Assalaamu Alaikum Wa Rahmatullah,
Why is the book ‘Fadhaail A’maal’ encouraged to be read when it contains many Ahaadith that are weak and fabricated? And can we narrate these Ahaadith by saying “The Prophet ﷺ said…”?
In the Name of Allah, the Most Gracious, the Most Merciful.
As-salāmu ‘alaykum wa-rahmatullāhi wa-barakātuh.
Shaikh Zakariyya (RA) was a renowned Muhaddith and accepted as such by Ulama of all rankings, Arab and non-Arabs. He compiled many commentaries of ahadith in Arabic, for example Bazlul Majhool, commentary of Abu Dawood and Awjazul Masalik, the commentary of Muatta Imam Malik.
The book- ‘Fazaail A’amaal’ of Sheikhul Hadeeth Moulana Zakariyya Khandhlawi, may Allaah fill his grave with nur, needs no introduction. A compilation of nine kitaabs, (‘Stories of the Sahabah ‘Fazaail of Salaat ‘Fazaail of Tableegh’, ‘Fazaail of Dhikr’, Tazaail of the Quraan’, ‘Fazaail of Ramadaan’, ‘Fazaail of Durood, ‘Fazaail of Sadaqaat’ and ‘Fazaail of Hajj), this book is an encyclopedia of knowledge and lessons for a blissful life. In creating love for the Shariat and respect for its laws, it is one of its kind. Whether aalim-religious scholar- or not, this is a radiant lamp in the hands of those fulfilling the duty of Dawat. It lights up the road ahead, making all obstacles visible so that one may complete this journey of dawat-propagation- faster.
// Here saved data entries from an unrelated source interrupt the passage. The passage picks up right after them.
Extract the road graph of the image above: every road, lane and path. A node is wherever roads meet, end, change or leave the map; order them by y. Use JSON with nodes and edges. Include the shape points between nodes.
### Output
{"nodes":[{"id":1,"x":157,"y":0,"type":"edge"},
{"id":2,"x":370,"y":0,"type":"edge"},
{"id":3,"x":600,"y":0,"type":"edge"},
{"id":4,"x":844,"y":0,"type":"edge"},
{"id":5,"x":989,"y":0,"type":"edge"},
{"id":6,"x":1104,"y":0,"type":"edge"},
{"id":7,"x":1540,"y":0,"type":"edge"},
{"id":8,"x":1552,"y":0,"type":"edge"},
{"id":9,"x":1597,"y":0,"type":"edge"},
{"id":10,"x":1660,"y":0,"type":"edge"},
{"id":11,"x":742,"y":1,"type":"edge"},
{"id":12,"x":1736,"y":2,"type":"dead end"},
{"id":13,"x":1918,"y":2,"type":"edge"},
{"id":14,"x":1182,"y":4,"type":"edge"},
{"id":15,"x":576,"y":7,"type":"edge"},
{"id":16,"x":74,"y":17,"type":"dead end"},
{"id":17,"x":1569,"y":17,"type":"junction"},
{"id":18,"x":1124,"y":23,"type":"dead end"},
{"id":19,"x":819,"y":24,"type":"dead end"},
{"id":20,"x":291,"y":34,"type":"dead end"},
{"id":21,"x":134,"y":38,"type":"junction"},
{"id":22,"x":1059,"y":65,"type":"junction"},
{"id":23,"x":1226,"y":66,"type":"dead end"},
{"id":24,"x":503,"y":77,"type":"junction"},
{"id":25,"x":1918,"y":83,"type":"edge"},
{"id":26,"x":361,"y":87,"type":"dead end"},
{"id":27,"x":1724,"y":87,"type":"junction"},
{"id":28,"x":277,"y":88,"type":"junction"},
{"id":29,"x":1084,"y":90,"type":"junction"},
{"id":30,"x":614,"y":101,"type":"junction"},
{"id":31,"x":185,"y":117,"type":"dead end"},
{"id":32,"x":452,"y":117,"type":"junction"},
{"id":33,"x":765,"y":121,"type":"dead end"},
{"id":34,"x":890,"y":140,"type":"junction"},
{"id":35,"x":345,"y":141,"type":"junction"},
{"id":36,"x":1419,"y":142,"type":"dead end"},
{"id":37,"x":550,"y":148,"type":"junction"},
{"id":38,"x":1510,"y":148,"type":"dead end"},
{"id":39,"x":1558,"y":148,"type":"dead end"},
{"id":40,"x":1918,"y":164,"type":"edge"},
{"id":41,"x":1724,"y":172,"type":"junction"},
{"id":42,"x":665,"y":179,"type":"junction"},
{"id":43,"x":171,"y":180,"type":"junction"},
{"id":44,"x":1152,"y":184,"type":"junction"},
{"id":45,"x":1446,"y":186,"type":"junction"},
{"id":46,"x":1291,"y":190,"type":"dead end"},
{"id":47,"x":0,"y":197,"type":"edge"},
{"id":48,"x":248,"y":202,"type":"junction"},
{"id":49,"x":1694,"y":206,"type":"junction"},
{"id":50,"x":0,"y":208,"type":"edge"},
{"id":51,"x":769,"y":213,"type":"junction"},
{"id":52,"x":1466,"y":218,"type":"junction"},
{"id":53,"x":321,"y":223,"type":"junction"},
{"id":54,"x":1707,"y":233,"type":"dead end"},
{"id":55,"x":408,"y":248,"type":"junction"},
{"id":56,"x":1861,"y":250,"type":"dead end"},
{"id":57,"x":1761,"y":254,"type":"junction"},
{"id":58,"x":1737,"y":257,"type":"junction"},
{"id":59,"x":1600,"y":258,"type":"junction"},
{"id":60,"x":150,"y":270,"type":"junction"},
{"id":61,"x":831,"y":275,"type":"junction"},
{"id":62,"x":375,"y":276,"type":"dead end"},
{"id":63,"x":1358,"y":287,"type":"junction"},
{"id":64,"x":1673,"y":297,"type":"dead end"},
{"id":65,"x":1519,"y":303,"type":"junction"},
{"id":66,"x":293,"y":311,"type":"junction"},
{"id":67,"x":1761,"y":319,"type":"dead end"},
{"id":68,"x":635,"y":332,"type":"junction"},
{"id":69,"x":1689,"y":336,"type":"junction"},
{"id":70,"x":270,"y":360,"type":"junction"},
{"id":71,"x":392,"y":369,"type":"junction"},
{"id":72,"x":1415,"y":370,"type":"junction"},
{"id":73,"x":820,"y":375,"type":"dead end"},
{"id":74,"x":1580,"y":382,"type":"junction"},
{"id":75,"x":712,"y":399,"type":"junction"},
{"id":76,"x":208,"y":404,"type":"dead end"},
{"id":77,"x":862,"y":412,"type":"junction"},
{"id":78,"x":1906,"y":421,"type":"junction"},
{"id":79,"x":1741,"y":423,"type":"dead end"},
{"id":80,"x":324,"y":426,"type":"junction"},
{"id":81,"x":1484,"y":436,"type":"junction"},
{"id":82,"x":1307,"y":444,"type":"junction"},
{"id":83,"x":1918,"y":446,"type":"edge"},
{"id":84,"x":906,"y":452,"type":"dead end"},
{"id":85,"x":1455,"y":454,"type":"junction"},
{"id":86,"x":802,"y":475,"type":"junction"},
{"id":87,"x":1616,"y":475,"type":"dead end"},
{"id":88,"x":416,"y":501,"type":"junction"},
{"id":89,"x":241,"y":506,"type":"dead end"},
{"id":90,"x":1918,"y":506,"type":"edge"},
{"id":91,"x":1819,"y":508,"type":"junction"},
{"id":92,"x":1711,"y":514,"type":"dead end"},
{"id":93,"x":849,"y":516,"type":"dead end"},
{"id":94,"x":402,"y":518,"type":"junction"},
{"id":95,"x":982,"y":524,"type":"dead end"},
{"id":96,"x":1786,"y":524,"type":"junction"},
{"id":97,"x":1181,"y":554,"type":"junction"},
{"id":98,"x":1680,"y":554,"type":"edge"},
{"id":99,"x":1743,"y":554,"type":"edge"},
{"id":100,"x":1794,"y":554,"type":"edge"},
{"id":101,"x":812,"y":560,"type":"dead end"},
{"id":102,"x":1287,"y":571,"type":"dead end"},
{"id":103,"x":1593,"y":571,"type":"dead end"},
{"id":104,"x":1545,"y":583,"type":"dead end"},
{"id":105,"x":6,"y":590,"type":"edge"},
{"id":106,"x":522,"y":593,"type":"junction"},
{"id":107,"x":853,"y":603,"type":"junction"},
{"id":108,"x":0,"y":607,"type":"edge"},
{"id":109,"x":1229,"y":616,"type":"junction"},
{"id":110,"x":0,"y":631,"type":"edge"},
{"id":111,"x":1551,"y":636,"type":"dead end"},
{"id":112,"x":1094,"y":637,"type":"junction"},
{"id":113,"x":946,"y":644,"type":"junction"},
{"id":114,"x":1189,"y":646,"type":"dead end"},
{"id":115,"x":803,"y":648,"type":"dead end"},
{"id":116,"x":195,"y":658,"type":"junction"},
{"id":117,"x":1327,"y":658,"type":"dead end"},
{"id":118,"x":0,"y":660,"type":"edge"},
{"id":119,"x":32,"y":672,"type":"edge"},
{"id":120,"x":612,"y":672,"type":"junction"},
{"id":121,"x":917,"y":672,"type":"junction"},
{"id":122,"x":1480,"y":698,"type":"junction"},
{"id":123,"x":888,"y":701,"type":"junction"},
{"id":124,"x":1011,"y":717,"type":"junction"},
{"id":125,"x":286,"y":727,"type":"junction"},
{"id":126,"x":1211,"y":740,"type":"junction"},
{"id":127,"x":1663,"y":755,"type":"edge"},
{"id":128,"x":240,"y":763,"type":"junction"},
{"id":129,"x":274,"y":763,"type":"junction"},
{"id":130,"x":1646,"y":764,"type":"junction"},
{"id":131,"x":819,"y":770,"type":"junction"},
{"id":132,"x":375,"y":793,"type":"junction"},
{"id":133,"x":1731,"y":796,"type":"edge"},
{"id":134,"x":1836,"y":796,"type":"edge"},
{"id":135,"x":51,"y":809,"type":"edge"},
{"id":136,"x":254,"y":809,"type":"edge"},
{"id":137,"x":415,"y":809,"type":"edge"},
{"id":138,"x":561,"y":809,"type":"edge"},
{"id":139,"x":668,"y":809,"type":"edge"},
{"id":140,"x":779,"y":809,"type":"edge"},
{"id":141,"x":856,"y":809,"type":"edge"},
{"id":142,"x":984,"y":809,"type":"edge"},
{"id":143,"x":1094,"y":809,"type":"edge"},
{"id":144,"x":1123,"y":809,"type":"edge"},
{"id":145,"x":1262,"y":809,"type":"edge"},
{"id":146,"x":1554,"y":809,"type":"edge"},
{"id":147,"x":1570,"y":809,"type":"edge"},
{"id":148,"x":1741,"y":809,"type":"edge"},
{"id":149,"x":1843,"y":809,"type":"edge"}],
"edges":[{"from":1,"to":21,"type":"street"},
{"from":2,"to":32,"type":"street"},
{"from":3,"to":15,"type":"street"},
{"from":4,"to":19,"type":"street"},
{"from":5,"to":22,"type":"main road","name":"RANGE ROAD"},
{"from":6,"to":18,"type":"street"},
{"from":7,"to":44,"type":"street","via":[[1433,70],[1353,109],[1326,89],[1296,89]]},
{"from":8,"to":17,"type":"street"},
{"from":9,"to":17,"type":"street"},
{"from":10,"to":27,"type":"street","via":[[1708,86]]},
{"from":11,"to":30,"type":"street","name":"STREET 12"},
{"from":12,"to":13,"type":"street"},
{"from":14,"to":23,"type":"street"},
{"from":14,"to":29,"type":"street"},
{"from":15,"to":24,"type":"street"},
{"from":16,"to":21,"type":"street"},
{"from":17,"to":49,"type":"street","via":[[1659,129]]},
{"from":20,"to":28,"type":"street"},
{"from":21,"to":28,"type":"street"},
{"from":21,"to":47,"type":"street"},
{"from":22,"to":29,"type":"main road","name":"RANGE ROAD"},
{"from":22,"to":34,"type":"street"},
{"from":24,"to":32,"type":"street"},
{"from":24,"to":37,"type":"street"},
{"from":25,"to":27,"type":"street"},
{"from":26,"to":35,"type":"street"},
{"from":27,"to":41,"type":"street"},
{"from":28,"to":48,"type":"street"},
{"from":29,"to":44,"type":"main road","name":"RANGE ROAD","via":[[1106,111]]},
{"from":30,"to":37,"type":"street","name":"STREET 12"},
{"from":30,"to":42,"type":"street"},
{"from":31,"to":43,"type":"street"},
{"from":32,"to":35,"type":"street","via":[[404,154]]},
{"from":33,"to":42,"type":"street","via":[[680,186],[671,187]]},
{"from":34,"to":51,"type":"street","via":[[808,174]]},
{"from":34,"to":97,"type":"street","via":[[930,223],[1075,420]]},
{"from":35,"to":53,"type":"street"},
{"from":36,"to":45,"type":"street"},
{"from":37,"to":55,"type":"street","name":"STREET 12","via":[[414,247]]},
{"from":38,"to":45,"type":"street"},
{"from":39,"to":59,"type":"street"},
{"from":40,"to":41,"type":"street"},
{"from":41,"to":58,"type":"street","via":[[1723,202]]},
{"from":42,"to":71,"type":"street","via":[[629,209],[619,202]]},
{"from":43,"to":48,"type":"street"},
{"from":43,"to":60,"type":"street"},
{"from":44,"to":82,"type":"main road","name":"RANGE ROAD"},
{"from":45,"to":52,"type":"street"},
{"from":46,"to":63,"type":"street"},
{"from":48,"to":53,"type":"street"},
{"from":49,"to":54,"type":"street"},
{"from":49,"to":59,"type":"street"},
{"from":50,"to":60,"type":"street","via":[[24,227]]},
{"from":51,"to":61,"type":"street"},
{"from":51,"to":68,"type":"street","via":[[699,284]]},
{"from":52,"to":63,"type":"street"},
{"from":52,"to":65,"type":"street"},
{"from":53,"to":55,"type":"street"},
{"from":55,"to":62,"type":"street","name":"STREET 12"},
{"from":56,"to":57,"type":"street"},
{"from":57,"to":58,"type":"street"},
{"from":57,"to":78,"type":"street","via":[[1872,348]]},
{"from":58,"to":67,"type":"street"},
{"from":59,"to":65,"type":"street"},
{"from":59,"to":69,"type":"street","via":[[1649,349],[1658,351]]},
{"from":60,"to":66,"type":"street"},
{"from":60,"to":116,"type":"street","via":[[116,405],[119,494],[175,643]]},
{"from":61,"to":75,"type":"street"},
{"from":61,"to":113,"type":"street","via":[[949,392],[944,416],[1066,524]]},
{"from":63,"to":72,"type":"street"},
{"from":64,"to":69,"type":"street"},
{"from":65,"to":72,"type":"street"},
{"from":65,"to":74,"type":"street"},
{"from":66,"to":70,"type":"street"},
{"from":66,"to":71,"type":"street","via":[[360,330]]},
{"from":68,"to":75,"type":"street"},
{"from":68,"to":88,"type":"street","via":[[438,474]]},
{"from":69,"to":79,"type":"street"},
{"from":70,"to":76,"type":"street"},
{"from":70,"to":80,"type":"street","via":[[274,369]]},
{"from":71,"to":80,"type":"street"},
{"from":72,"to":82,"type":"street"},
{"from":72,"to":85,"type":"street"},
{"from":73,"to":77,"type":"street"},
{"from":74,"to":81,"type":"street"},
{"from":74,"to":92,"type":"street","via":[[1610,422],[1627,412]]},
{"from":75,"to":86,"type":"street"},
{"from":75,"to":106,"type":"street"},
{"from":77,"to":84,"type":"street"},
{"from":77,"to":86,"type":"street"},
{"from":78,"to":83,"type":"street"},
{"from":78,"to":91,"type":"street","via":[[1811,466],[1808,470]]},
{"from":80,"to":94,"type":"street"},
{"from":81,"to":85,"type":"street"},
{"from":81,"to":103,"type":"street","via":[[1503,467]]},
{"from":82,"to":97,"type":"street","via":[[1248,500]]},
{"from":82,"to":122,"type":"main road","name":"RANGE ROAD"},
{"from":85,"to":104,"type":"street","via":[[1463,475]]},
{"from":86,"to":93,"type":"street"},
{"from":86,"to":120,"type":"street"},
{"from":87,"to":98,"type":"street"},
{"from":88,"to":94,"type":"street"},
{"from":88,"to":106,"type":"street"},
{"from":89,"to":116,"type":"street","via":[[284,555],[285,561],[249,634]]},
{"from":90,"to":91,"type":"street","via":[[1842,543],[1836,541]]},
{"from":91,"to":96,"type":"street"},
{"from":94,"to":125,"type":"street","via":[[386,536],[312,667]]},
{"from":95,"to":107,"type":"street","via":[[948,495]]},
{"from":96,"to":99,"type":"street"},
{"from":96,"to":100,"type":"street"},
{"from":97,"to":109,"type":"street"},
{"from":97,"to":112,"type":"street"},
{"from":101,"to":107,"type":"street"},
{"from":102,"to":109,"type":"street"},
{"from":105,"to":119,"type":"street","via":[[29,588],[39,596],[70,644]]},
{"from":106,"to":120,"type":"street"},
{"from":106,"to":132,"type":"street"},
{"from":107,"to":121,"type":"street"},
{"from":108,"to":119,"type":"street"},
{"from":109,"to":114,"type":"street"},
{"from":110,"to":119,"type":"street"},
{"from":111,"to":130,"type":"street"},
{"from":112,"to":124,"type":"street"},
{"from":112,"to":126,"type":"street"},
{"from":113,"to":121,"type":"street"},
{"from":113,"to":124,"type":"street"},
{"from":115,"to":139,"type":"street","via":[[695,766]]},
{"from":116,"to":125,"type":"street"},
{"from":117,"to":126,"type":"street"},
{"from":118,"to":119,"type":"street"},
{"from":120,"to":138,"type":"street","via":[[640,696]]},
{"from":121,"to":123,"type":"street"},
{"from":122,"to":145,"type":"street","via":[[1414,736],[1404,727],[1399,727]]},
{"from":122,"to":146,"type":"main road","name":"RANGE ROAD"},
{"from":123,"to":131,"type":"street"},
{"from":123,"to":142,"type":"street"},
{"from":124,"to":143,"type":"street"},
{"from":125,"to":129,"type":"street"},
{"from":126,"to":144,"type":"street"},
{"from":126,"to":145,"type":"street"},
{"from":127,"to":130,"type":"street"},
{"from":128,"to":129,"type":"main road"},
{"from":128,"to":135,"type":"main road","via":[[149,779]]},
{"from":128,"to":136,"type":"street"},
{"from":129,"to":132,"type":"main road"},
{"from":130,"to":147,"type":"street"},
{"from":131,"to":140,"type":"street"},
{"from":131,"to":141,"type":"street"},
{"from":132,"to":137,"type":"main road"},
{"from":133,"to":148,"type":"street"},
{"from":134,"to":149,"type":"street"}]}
For an aalim, besides providing him with an extensive amount of references in each subject, it is also an aid in understanding the more difficult narrations. It cannot be estimated with what sincerity each word and each letter was written. Whoever has read this kitaab, even once, became its ardent admirer. It is undeniable; this kitaab has changed the lives of thousands.
As Hadhrat Moulana Sayid Abul Hasan Ali Nadwi has said: If one were to say, after looking at the spiritual benefits of this kilaab (‘Fazaail A’amaal’), that thousands of people have attained wilaayat-sainthood- through this kitaab, then it will not be exaggerating.
There must have been some reason why this book on the fazaail of these nine a’amaal:-
1) Today has been translated into thirty-one different languages
2) One hundred and forty-five Ulama from twenty- three countries, (Saudi Arabia, India, Pakistan, Bangladesh, Afghanistan, Iran, Uzbekistan, Burma, Malaysia, Indonesia, England, Africa, America, Canada, Turkey, Japan, Zambia, Sri Lanka, France, Philippines, Cambodia, Kenya, and Portugal) are engaged in the study, verification and translation of ‘Fazaail A’amaal’.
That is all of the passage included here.